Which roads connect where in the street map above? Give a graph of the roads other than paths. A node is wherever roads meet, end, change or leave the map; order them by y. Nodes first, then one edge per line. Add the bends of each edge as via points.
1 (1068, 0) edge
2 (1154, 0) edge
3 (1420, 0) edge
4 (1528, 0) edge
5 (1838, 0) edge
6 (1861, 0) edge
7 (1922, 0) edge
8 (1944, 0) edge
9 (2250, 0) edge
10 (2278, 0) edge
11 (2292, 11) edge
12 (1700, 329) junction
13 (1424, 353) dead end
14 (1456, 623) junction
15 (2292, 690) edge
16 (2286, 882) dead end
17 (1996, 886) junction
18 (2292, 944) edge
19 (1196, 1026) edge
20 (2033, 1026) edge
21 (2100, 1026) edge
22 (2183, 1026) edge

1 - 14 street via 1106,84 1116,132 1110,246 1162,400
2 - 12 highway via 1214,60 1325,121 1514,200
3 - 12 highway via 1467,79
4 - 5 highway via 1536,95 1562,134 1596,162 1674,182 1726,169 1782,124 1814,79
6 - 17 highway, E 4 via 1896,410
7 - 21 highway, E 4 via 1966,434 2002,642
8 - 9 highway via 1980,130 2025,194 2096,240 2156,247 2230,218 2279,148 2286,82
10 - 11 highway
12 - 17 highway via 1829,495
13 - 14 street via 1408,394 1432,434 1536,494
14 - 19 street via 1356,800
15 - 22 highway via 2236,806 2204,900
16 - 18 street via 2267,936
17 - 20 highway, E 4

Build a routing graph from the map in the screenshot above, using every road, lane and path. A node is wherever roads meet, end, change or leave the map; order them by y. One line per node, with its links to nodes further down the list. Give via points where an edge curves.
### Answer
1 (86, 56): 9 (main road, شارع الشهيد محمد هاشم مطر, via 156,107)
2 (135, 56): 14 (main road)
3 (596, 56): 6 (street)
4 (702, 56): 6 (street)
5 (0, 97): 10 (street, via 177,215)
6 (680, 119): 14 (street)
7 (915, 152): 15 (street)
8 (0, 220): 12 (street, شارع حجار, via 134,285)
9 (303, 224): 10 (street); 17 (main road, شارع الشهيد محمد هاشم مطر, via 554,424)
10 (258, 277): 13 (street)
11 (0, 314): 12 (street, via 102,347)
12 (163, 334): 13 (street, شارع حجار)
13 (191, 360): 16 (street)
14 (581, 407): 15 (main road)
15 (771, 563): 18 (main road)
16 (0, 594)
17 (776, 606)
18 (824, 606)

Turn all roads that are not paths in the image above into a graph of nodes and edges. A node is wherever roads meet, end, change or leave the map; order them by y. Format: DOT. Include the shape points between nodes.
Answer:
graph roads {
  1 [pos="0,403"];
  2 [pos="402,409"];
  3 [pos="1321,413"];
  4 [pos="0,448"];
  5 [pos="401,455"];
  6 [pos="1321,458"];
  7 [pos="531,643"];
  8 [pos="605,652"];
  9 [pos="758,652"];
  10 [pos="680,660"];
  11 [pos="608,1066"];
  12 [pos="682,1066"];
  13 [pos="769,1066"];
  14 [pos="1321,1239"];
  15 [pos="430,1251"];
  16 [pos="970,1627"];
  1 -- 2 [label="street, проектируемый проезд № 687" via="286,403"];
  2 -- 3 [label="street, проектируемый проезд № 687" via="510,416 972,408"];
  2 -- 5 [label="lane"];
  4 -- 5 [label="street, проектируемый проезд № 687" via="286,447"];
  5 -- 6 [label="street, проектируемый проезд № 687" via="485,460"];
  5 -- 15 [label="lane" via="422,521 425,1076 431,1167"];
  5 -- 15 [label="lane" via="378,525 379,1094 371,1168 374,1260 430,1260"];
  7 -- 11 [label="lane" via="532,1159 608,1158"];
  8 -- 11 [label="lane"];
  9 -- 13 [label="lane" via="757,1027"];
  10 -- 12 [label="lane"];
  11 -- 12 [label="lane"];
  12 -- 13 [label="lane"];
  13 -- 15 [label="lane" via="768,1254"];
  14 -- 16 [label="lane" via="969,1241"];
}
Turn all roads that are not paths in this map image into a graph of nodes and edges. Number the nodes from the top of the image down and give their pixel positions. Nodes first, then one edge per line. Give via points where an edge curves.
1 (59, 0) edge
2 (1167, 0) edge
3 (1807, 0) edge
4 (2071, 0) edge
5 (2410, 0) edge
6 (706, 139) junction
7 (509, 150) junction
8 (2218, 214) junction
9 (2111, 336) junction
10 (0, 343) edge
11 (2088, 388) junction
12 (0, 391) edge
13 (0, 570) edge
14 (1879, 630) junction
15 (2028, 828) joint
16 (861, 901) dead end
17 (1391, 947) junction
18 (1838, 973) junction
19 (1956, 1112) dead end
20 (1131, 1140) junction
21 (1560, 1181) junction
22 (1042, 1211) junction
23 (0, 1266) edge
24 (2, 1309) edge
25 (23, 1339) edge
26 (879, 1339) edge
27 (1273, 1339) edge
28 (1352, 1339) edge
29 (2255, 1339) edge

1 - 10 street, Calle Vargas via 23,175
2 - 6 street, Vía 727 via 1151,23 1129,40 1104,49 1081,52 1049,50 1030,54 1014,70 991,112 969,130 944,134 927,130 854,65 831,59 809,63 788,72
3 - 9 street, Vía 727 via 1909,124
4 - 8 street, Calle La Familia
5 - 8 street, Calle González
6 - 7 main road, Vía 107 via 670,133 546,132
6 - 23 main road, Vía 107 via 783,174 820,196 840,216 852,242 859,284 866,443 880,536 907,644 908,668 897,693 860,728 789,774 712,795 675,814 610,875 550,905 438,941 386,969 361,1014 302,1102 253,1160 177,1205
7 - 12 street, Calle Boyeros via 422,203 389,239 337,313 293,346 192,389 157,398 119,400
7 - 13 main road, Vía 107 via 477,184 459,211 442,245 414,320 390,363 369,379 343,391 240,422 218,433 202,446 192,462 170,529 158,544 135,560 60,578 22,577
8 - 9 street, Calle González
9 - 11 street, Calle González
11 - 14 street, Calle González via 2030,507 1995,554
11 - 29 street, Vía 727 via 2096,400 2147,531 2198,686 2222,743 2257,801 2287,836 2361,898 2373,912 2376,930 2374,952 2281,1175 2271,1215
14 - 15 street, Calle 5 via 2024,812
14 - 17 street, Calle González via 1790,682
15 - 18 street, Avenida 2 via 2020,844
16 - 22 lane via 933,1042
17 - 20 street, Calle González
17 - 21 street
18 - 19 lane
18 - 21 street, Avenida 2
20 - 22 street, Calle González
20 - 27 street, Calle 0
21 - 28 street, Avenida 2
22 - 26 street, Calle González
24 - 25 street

______

## Task objective:
Nothing but the complete listing, repeated exactly, belongs in the answer.

## Answer to this problem:
Which roads connect where in the street map above? Give a graph of the roads other than paths. A node is wherever roads meet, end, change or leave the map; order them by y. Nodes first, then one edge per line. Add the bends of each edge as via points.
1 (1068, 0) edge
2 (1154, 0) edge
3 (1420, 0) edge
4 (1528, 0) edge
5 (1838, 0) edge
6 (1861, 0) edge
7 (1922, 0) edge
8 (1944, 0) edge
9 (2250, 0) edge
10 (2278, 0) edge
11 (2292, 11) edge
12 (1700, 329) junction
13 (1424, 353) dead end
14 (1456, 623) junction
15 (2292, 690) edge
16 (2286, 882) dead end
17 (1996, 886) junction
18 (2292, 944) edge
19 (1196, 1026) edge
20 (2033, 1026) edge
21 (2100, 1026) edge
22 (2183, 1026) edge

1 - 14 street via 1106,84 1116,132 1110,246 1162,400
2 - 12 highway via 1214,60 1325,121 1514,200
3 - 12 highway via 1467,79
4 - 5 highway via 1536,95 1562,134 1596,162 1674,182 1726,169 1782,124 1814,79
6 - 17 highway, E 4 via 1896,410
7 - 21 highway, E 4 via 1966,434 2002,642
8 - 9 highway via 1980,130 2025,194 2096,240 2156,247 2230,218 2279,148 2286,82
10 - 11 highway
12 - 17 highway via 1829,495
13 - 14 street via 1408,394 1432,434 1536,494
14 - 19 street via 1356,800
15 - 22 highway via 2236,806 2204,900
16 - 18 street via 2267,936
17 - 20 highway, E 4

Build a routing graph from the map in the screenshot above, using every road, lane and path. A node is wherever roads meet, end, change or leave the map; order them by y. One line per node, with its links to nodes further down the list. Give via points where an edge curves.
### Answer
1 (86, 56): 9 (main road, شارع الشهيد محمد هاشم مطر, via 156,107)
2 (135, 56): 14 (main road)
3 (596, 56): 6 (street)
4 (702, 56): 6 (street)
5 (0, 97): 10 (street, via 177,215)
6 (680, 119): 14 (street)
7 (915, 152): 15 (street)
8 (0, 220): 12 (street, شارع حجار, via 134,285)
9 (303, 224): 10 (street); 17 (main road, شارع الشهيد محمد هاشم مطر, via 554,424)
10 (258, 277): 13 (street)
11 (0, 314): 12 (street, via 102,347)
12 (163, 334): 13 (street, شارع حجار)
13 (191, 360): 16 (street)
14 (581, 407): 15 (main road)
15 (771, 563): 18 (main road)
16 (0, 594)
17 (776, 606)
18 (824, 606)

Turn all roads that are not paths in the image above into a graph of nodes and edges. A node is wherever roads meet, end, change or leave the map; order them by y. Format: DOT. Include the shape points between nodes.
Answer:
graph roads {
  1 [pos="0,403"];
  2 [pos="402,409"];
  3 [pos="1321,413"];
  4 [pos="0,448"];
  5 [pos="401,455"];
  6 [pos="1321,458"];
  7 [pos="531,643"];
  8 [pos="605,652"];
  9 [pos="758,652"];
  10 [pos="680,660"];
  11 [pos="608,1066"];
  12 [pos="682,1066"];
  13 [pos="769,1066"];
  14 [pos="1321,1239"];
  15 [pos="430,1251"];
  16 [pos="970,1627"];
  1 -- 2 [label="street, проектируемый проезд № 687" via="286,403"];
  2 -- 3 [label="street, проектируемый проезд № 687" via="510,416 972,408"];
  2 -- 5 [label="lane"];
  4 -- 5 [label="street, проектируемый проезд № 687" via="286,447"];
  5 -- 6 [label="street, проектируемый проезд № 687" via="485,460"];
  5 -- 15 [label="lane" via="422,521 425,1076 431,1167"];
  5 -- 15 [label="lane" via="378,525 379,1094 371,1168 374,1260 430,1260"];
  7 -- 11 [label="lane" via="532,1159 608,1158"];
  8 -- 11 [label="lane"];
  9 -- 13 [label="lane" via="757,1027"];
  10 -- 12 [label="lane"];
  11 -- 12 [label="lane"];
  12 -- 13 [label="lane"];
  13 -- 15 [label="lane" via="768,1254"];
  14 -- 16 [label="lane" via="969,1241"];
}
Turn all roads that are not paths in this map image into a graph of nodes and edges. Number the nodes from the top of the image down and give their pixel positions. Nodes first, then one edge per line. Give via points where an edge curves.
1 (59, 0) edge
2 (1167, 0) edge
3 (1807, 0) edge
4 (2071, 0) edge
5 (2410, 0) edge
6 (706, 139) junction
7 (509, 150) junction
8 (2218, 214) junction
9 (2111, 336) junction
10 (0, 343) edge
11 (2088, 388) junction
12 (0, 391) edge
13 (0, 570) edge
14 (1879, 630) junction
15 (2028, 828) joint
16 (861, 901) dead end
17 (1391, 947) junction
18 (1838, 973) junction
19 (1956, 1112) dead end
20 (1131, 1140) junction
21 (1560, 1181) junction
22 (1042, 1211) junction
23 (0, 1266) edge
24 (2, 1309) edge
25 (23, 1339) edge
26 (879, 1339) edge
27 (1273, 1339) edge
28 (1352, 1339) edge
29 (2255, 1339) edge

1 - 10 street, Calle Vargas via 23,175
2 - 6 street, Vía 727 via 1151,23 1129,40 1104,49 1081,52 1049,50 1030,54 1014,70 991,112 969,130 944,134 927,130 854,65 831,59 809,63 788,72
3 - 9 street, Vía 727 via 1909,124
4 - 8 street, Calle La Familia
5 - 8 street, Calle González
6 - 7 main road, Vía 107 via 670,133 546,132
6 - 23 main road, Vía 107 via 783,174 820,196 840,216 852,242 859,284 866,443 880,536 907,644 908,668 897,693 860,728 789,774 712,795 675,814 610,875 550,905 438,941 386,969 361,1014 302,1102 253,1160 177,1205
7 - 12 street, Calle Boyeros via 422,203 389,239 337,313 293,346 192,389 157,398 119,400
7 - 13 main road, Vía 107 via 477,184 459,211 442,245 414,320 390,363 369,379 343,391 240,422 218,433 202,446 192,462 170,529 158,544 135,560 60,578 22,577
8 - 9 street, Calle González
9 - 11 street, Calle González
11 - 14 street, Calle González via 2030,507 1995,554
11 - 29 street, Vía 727 via 2096,400 2147,531 2198,686 2222,743 2257,801 2287,836 2361,898 2373,912 2376,930 2374,952 2281,1175 2271,1215
14 - 15 street, Calle 5 via 2024,812
14 - 17 street, Calle González via 1790,682
15 - 18 street, Avenida 2 via 2020,844
16 - 22 lane via 933,1042
17 - 20 street, Calle González
17 - 21 street
18 - 19 lane
18 - 21 street, Avenida 2
20 - 22 street, Calle González
20 - 27 street, Calle 0
21 - 28 street, Avenida 2
22 - 26 street, Calle González
24 - 25 street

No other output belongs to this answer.